Paragraph Vector (Doc2Vec) is supposed to be an extension to Word2Vec such that Word2Vec learns to project words into a latent d-dimensional space whereas Doc2Vec aims at learning how to project a document into a latent d-dimensional space. In this post, I will first discuss PV-DM followed by DBOW.

PV-DM

The basic idea behind PV-DM is inspired from Word2Vec. In the CBOW model of Word2Vec, the model learns to predict a center word based on the context. For example, given a sentence “The cat sat on sofa”, CBOW model would learn to predict the word “sat” given the context words — the, cat, on and sofa. Similarly, in PV-DM, the central idea is : randomly sample consecutive words from a paragraph and predict a center word from the randomly sampled set of words by taking as input — the context words and a paragraph id.

Let’s look at the model diagram for some more clarity. In the given model, we see Paragraph Matrix, Average/Concatenate and Classifier sections. Paragraph matrix is the matrix where each column represents the vector of a paragraph.
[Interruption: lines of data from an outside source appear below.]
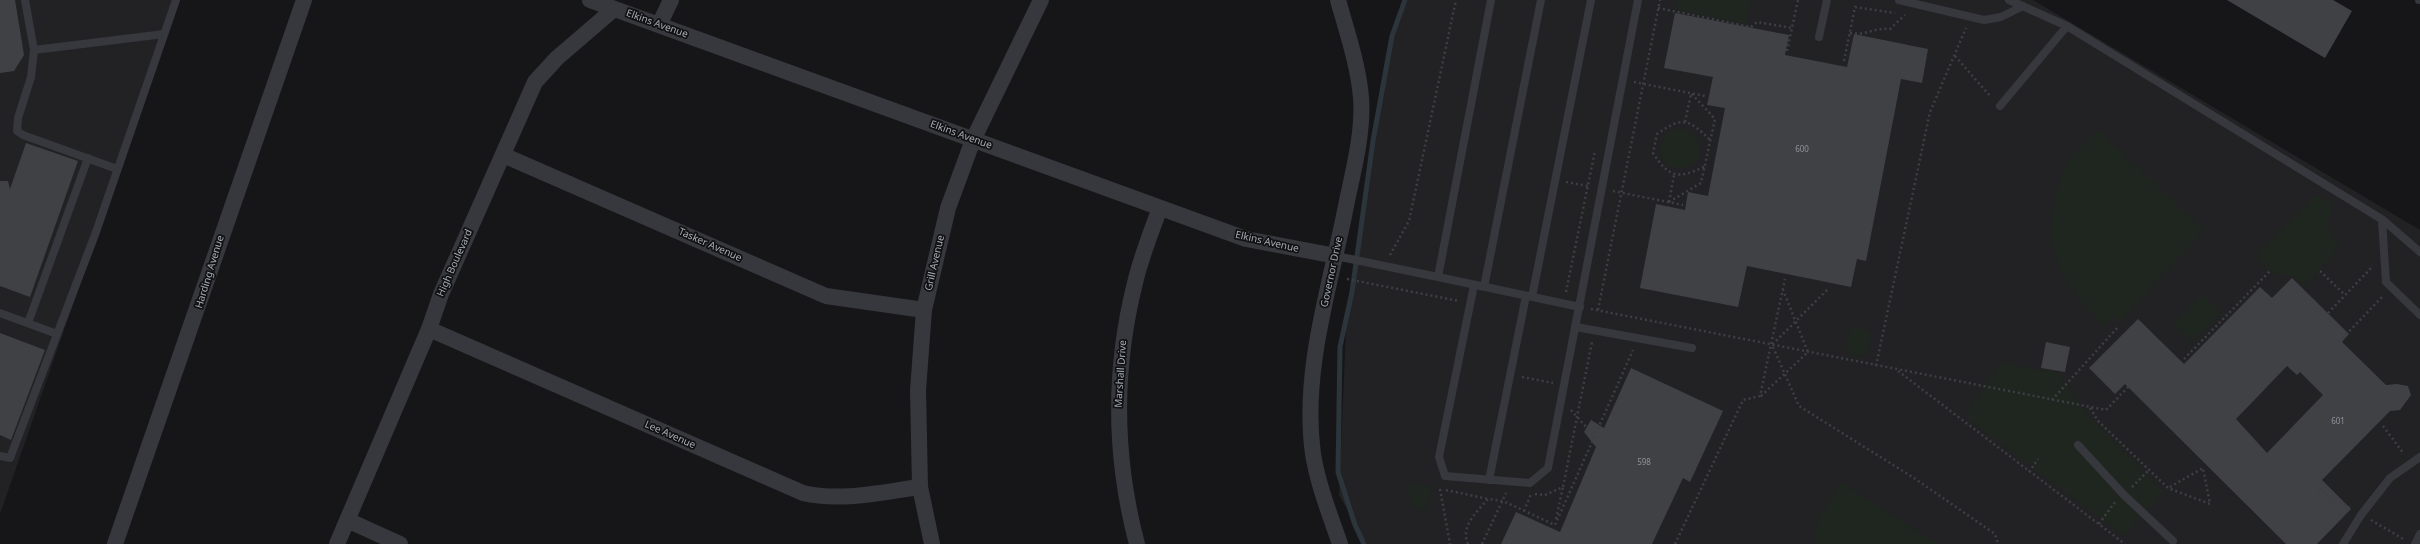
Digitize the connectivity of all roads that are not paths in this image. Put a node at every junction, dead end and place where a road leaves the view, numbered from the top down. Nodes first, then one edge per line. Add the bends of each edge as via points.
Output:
1 (25, 0) edge
2 (176, 0) edge
3 (304, 0) edge
4 (590, 0) edge
5 (671, 0) edge
6 (1041, 0) edge
7 (1338, 0) edge
8 (1491, 0) edge
9 (1541, 0) edge
10 (1591, 0) edge
11 (1638, 0) edge
12 (1827, 0) edge
13 (1899, 0) edge
14 (2009, 0) edge
15 (2023, 6) junction
16 (614, 9) junction
17 (659, 25) junction
18 (2067, 26) junction
19 (164, 34) junction
20 (1819, 37) dead end
21 (34, 50) junction
22 (2000, 106) road end
23 (973, 140) junction
24 (503, 155) junction
25 (88, 158) junction
26 (117, 169) junction
27 (1160, 208) junction
28 (2382, 220) junction
29 (2420, 252) edge
30 (1336, 256) junction
31 (1438, 277) junction
32 (1474, 285) junction
33 (1484, 287) junction
34 (1529, 296) junction
35 (1580, 307) junction
36 (924, 310) junction
37 (0, 313) edge
38 (2420, 315) edge
39 (28, 323) junction
40 (1576, 327) junction
41 (429, 329) junction
42 (56, 334) junction
43 (1692, 348) dead end
44 (2078, 445) dead end
45 (0, 456) edge
46 (2420, 457) edge
47 (1488, 480) junction
48 (920, 487) junction
49 (347, 520) junction
50 (2420, 534) edge
51 (2173, 541) dead end
52 (115, 544) edge
53 (337, 544) edge
54 (400, 544) edge
55 (932, 544) edge
56 (1137, 544) edge
57 (1340, 544) edge
58 (2343, 544) edge
59 (2415, 544) edge

1 - 21 lane
2 - 19 lane
3 - 52 street, Harding Avenue
4 - 16 street, Elkins Avenue
5 - 17 street
6 - 23 street, Grill Avenue
7 - 30 street, Governor Drive via 1357,73 1361,105 1355,162
8 - 31 lane
9 - 33 lane
10 - 34 lane via 1556,180
11 - 35 lane
12 - 20 lane
13 - 15 lane via 1984,20 2001,17
14 - 15 lane
15 - 18 lane
16 - 17 street, Elkins Avenue
16 - 24 street, High Boulevard via 557,58 535,82
17 - 23 street, Elkins Avenue
18 - 22 lane
18 - 28 lane
19 - 21 lane
19 - 26 lane
21 - 25 lane via 31,77 18,118 17,131 23,136
23 - 27 street, Elkins Avenue
23 - 36 street, Grill Avenue via 948,208
24 - 36 street, Tasker Avenue via 826,296
24 - 41 street, High Boulevard via 441,294
25 - 26 lane
25 - 39 lane
26 - 42 lane
27 - 30 street, Elkins Avenue via 1246,239
27 - 56 street, Marshall Drive via 1135,281 1120,357 1120,454
28 - 29 lane
28 - 38 lane via 2386,282
30 - 31 lane
30 - 57 street, Governor Drive via 1317,344 1311,424 1318,478
31 - 32 lane
32 - 33 lane
32 - 47 lane via 1439,457 1445,476
33 - 34 lane
34 - 35 lane
34 - 47 lane
35 - 40 lane
36 - 48 street, Grill Avenue via 918,390
37 - 39 lane
39 - 42 lane
40 - 43 lane
40 - 47 lane via 1548,468 1530,483
41 - 48 street, Lee Avenue via 803,493 845,496
41 - 49 street, High Boulevard
42 - 45 lane via 10,458
44 - 51 lane via 2124,495
46 - 58 lane via 2390,478 2361,515
48 - 55 street, Grill Avenue
49 - 53 street, High Boulevard
49 - 54 street
50 - 59 lane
By Average/Concatenate, it means whether the word vectors and paragraph vector are averaged or concatenated. Lastly, the Classifier part takes the hidden layer vector (the one that was concatenated/averaged) as input and predicts the center word.

Matrix D has the embeddings for “seen” paragraphs (i.e. arbitrary length documents), the same way Word2Vec models learns embeddings for words. For unseen paragraphs, the model is again ran through gradient descent (5 or so iterations) to infer a document vector.

DBOW

Distributed Bag Of Words (DBOW) model is slightly different from the PVDM model. The DBOW model “ignores the context words in the input, but force the model to predict words randomly sampled from the paragraph in the output.” For the above example, let’s say that the model is learning by predicting 2 sampled words. So, in order to learn the document vector, two words are sampled from { the, cat, sat, on, the, sofa}, as shown in the diagram.